What is being asked ▸
Filter the data below for the string "Kleine" and copy each matching line.

Input data ▸
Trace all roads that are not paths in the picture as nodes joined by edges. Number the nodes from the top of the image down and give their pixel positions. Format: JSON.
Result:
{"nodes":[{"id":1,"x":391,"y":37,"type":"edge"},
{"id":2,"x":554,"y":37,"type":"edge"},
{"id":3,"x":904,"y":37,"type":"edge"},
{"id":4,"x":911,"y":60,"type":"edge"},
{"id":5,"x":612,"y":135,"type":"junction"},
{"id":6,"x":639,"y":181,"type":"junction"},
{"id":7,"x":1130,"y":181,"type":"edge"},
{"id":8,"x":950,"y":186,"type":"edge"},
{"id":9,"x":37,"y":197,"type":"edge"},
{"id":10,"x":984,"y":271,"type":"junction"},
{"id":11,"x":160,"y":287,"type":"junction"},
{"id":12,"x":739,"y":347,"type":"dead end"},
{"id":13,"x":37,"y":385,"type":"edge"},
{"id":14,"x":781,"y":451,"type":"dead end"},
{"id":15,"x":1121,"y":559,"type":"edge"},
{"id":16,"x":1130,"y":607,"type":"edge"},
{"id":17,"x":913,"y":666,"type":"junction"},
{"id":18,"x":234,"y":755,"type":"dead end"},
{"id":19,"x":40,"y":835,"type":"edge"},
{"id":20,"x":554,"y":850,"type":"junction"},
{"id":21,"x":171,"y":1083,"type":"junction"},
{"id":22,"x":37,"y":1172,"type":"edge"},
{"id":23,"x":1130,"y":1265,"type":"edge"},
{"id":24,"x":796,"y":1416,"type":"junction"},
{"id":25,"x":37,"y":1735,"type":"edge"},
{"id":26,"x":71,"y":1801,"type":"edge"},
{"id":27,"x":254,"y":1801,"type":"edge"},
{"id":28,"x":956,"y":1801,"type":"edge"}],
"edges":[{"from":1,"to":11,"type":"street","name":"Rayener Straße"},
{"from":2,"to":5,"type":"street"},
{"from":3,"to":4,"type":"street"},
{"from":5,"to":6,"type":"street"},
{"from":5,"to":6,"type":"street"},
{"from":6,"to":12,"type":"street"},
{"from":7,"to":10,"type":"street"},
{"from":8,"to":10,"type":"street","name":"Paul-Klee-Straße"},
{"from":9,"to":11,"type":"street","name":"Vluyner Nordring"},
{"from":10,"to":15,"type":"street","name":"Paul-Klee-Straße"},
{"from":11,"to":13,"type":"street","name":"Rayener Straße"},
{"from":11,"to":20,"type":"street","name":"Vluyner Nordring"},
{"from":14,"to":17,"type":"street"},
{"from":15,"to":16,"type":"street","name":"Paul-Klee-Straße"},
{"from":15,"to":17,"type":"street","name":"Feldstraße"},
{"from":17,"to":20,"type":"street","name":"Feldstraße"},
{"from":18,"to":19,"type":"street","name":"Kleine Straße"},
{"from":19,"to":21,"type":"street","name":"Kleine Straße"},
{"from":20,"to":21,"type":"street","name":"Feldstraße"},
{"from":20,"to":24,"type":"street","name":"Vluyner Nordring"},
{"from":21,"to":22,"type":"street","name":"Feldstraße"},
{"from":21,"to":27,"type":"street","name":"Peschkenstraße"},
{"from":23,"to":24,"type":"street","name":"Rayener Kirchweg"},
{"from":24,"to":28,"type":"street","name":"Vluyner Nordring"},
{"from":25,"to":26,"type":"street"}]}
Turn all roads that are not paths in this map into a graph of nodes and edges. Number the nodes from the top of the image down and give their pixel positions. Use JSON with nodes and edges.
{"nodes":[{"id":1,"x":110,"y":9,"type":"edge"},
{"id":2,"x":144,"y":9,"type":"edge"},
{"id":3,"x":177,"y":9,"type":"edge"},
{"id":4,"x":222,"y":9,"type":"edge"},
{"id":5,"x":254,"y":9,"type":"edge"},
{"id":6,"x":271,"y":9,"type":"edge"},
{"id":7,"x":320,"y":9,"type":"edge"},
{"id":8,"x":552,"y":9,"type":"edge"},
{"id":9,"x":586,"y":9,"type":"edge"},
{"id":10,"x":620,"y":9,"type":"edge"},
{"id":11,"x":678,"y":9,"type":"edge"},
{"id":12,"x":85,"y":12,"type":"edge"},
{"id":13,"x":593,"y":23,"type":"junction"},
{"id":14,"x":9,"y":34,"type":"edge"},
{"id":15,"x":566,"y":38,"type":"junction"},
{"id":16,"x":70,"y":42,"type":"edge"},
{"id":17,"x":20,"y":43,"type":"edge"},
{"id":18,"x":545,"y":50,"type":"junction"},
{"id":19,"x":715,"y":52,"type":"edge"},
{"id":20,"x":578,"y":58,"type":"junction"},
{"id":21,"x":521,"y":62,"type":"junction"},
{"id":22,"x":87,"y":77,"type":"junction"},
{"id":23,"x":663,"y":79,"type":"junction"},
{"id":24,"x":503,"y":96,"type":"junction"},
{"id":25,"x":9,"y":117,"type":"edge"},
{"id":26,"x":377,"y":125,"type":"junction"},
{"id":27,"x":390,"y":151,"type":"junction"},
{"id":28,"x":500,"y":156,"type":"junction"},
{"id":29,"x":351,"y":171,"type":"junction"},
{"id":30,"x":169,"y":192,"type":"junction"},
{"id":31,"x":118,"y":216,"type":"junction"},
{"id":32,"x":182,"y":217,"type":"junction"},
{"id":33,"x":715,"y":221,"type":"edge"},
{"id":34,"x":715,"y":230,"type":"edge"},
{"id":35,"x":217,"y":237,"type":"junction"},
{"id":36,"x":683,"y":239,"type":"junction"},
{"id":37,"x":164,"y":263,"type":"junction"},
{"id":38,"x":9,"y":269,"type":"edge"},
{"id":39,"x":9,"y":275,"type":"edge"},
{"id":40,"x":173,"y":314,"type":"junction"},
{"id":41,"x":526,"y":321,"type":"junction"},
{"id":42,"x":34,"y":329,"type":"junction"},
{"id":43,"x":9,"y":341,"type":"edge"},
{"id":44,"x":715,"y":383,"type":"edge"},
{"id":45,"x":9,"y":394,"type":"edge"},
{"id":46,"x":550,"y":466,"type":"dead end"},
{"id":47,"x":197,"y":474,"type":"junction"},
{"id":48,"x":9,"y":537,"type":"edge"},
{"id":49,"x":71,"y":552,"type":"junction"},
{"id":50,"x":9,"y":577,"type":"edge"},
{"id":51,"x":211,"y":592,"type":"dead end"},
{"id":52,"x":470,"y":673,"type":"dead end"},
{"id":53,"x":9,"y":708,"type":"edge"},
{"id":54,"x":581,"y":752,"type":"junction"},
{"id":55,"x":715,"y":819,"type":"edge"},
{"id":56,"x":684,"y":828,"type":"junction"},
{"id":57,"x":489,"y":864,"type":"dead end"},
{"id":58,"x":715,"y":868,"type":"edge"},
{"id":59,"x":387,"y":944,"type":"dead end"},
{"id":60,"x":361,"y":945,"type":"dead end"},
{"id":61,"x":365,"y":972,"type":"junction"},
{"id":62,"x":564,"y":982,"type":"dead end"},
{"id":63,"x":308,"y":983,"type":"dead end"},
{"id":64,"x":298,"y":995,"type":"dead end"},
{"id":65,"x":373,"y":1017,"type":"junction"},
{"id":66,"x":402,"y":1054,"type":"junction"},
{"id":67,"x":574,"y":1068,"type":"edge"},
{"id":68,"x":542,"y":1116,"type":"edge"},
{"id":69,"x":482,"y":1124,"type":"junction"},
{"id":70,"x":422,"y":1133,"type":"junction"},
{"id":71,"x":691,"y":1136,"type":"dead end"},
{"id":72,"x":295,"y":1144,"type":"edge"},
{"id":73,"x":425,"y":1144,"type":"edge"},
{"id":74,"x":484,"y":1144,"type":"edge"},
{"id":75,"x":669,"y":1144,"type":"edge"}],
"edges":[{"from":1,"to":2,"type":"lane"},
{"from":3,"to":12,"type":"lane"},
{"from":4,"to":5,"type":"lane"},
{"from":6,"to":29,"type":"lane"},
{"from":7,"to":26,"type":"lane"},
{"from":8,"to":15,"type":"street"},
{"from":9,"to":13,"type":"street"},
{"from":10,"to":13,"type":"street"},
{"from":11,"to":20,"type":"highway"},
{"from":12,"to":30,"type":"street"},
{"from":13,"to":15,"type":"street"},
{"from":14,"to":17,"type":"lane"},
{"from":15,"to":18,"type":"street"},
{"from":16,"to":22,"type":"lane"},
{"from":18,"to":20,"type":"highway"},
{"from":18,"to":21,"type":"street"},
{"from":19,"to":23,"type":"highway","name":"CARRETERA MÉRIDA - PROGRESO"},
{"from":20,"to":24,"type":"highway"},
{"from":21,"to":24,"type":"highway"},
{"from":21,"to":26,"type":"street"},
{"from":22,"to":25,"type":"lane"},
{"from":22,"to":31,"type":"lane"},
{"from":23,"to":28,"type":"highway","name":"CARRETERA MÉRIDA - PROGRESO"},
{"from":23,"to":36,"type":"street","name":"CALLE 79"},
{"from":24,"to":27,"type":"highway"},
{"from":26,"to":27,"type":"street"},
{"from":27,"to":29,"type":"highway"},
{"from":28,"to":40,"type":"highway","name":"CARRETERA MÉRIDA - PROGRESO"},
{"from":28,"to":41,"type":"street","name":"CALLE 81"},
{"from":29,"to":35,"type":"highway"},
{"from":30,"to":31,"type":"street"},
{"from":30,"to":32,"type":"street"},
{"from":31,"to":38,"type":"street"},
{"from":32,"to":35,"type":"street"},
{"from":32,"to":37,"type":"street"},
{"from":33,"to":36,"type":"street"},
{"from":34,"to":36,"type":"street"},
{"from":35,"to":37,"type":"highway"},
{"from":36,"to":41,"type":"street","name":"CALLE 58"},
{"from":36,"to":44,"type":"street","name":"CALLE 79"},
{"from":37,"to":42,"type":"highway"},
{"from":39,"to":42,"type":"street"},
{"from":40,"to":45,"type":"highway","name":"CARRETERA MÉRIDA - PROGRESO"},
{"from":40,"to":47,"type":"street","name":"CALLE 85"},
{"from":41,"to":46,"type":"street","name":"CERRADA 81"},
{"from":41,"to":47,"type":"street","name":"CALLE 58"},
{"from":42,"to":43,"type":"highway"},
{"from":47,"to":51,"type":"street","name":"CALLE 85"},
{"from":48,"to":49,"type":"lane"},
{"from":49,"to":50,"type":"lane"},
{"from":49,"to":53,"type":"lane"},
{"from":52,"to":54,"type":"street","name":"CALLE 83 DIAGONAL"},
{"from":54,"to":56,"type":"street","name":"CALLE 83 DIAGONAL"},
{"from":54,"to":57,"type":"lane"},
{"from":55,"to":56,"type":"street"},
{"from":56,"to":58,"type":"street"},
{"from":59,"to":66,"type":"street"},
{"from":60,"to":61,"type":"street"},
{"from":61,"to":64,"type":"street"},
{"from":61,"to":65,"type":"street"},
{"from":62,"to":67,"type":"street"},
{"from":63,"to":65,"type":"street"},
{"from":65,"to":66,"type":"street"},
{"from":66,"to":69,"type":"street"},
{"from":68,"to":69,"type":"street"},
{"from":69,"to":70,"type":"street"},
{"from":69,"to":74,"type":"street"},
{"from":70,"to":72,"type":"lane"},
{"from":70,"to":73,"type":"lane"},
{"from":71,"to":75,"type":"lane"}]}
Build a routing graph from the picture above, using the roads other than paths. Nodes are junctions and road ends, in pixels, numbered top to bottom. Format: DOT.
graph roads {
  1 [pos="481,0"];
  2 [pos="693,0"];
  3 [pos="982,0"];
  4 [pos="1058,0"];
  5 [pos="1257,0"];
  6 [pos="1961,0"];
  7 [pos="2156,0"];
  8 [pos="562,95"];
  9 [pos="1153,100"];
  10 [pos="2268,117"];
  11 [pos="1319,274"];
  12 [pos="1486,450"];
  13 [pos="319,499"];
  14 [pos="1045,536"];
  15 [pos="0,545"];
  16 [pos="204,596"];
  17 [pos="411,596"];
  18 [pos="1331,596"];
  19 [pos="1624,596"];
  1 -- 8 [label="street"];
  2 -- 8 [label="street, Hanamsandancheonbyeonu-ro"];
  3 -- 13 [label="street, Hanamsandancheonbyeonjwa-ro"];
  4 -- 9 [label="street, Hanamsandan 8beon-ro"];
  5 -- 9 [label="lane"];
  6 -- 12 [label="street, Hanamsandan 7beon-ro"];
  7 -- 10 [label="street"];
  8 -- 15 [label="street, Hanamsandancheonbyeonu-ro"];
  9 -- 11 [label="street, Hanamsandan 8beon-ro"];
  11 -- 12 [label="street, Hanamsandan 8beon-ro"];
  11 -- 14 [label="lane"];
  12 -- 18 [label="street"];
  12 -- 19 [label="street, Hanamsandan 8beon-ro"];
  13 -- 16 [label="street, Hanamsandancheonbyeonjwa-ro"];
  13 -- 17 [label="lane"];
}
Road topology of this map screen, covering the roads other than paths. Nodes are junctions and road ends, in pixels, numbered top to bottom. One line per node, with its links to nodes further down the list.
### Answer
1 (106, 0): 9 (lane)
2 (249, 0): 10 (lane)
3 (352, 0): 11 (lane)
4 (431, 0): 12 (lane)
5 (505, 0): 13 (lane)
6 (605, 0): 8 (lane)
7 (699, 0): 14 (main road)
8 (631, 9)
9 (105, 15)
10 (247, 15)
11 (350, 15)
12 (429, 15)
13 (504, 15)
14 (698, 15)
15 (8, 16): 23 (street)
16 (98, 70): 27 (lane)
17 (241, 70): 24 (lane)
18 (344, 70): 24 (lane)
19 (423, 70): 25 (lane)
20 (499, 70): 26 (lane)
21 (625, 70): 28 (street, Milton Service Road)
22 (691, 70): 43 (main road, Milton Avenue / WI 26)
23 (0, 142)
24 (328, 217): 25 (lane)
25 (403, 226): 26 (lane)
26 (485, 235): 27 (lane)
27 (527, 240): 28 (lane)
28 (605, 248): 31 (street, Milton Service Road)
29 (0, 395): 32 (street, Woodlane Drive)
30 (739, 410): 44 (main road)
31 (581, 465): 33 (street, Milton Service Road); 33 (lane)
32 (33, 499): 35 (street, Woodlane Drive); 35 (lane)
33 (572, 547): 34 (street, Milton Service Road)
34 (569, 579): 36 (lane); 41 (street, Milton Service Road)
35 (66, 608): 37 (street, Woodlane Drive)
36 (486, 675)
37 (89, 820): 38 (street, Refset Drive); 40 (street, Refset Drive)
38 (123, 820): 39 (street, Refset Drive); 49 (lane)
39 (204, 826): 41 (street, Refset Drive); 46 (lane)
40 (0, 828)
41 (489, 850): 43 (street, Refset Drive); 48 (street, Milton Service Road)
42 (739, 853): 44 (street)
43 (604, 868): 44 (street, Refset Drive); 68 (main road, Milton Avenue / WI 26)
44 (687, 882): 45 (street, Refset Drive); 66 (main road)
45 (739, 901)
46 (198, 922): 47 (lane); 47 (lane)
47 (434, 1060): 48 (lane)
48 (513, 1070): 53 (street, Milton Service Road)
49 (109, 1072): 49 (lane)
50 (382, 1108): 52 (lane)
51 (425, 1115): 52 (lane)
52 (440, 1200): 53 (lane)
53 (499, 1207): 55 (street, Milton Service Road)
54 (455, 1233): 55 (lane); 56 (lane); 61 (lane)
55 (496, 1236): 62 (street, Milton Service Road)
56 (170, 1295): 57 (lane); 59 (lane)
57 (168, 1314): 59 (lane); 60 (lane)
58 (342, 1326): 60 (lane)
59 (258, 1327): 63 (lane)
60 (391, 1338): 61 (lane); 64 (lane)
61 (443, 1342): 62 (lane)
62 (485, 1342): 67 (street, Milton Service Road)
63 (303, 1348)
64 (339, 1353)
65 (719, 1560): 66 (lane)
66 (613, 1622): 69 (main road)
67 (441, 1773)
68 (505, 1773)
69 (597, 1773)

Result ▸
{"from":18,"to":19,"type":"street","name":"Kleine Straße"},
{"from":19,"to":21,"type":"street","name":"Kleine Straße"},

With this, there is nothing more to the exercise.